Friday, June 12, 2009

SAPS

Trust me, this could have happened or may happen in the future.....????

Seems Carolyn was cruising (with dirt, dust and rocks flying) on her turbo charged riding mower on the back forty one fine Tijeras day. The weather was beautiful and C was in her finest Indy form with custom leather racing gloves, polarized goggles and a "I (heart) Walmart" cap.

As she passed the garden plot, a brown furry missile shot from under a squash plant and tumbled to a stop immediately in front of her. This was her chance!!!!!!

At long last she could exact long sought revenge for the rodent's purloining of garden delights. She tightened her grip on the wheel, jammed down the throttle and launched the whirling blades of death forward.....until the beady eyed varmit emitted a primal scream, leaped into the air, and landed squarely in the middle of our illustrious fighter pilot jockey.
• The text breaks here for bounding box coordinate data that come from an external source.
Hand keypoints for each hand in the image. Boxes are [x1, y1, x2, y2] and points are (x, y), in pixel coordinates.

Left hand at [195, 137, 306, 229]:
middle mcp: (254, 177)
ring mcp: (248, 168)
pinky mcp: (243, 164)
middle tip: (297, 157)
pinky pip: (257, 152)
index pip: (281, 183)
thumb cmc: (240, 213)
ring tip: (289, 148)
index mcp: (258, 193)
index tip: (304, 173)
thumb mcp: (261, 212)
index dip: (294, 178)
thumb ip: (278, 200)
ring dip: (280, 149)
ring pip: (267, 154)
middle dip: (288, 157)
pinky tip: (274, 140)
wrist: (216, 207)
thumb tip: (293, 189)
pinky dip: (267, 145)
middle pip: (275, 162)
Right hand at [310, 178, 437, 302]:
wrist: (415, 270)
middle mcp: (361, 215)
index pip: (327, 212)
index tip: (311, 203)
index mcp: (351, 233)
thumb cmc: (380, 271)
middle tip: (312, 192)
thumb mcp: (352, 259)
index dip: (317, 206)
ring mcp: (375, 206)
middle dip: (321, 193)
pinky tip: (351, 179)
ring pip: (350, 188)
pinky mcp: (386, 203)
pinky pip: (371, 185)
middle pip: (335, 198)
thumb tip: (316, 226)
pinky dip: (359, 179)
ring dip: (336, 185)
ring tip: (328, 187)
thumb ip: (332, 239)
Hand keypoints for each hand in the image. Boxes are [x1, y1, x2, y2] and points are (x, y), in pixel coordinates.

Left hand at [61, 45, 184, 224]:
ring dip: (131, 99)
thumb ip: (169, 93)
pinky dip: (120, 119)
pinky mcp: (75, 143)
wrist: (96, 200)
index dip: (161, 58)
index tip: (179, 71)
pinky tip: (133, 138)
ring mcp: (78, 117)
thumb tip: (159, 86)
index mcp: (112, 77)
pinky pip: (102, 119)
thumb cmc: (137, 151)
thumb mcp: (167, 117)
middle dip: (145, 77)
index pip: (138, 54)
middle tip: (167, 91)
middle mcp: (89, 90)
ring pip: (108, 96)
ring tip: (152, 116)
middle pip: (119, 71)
Sports fans, that bushy tailed demon set about settlin' the score with a pain inflicted notch for each .22 bullet tallied to date in the harvest of furred garden raider brothers. The like of snarling, hissing, and attack had never been seen before as clothes, skin, and expletives flew thru the air like a drunken flock of lost geese? (That little tornado was doing some damage!!!!)

Never one to surrender easily, the Allstate flash knew that speed was an ally. She pushed that Sears antique to full throttle and set across the landscape with the wheels only hitting the ground about every ten feet (the way she normally mows the grass). Holding the evil mutant squirrel of death by the tail while whirling it over her head she.....hit a stump at max travel and nosed plowed into the ground.

This unceremonious cessation set her Nazi menace tormentor (who was now wearing the gloves and eyeballing her goggles) to uncontrolled giggling.

Fortunately for our heroine, it was at that moment the green chili stew scraps the fuzzy gargoyle had eaten from the Camino del Arriba trash kicked in for his minuscule digestive system.

Yep, gastrointestinal elimination of epic proportion both caused the untimely demise of this woodland creature, and gave impetus to the SQUIRREL ATTACK PREVENTION SOCIETY (SAPS).

And now my loyal reader knows how Carolyn managed to leave such a profound legacy for all to admire!!!!!!!!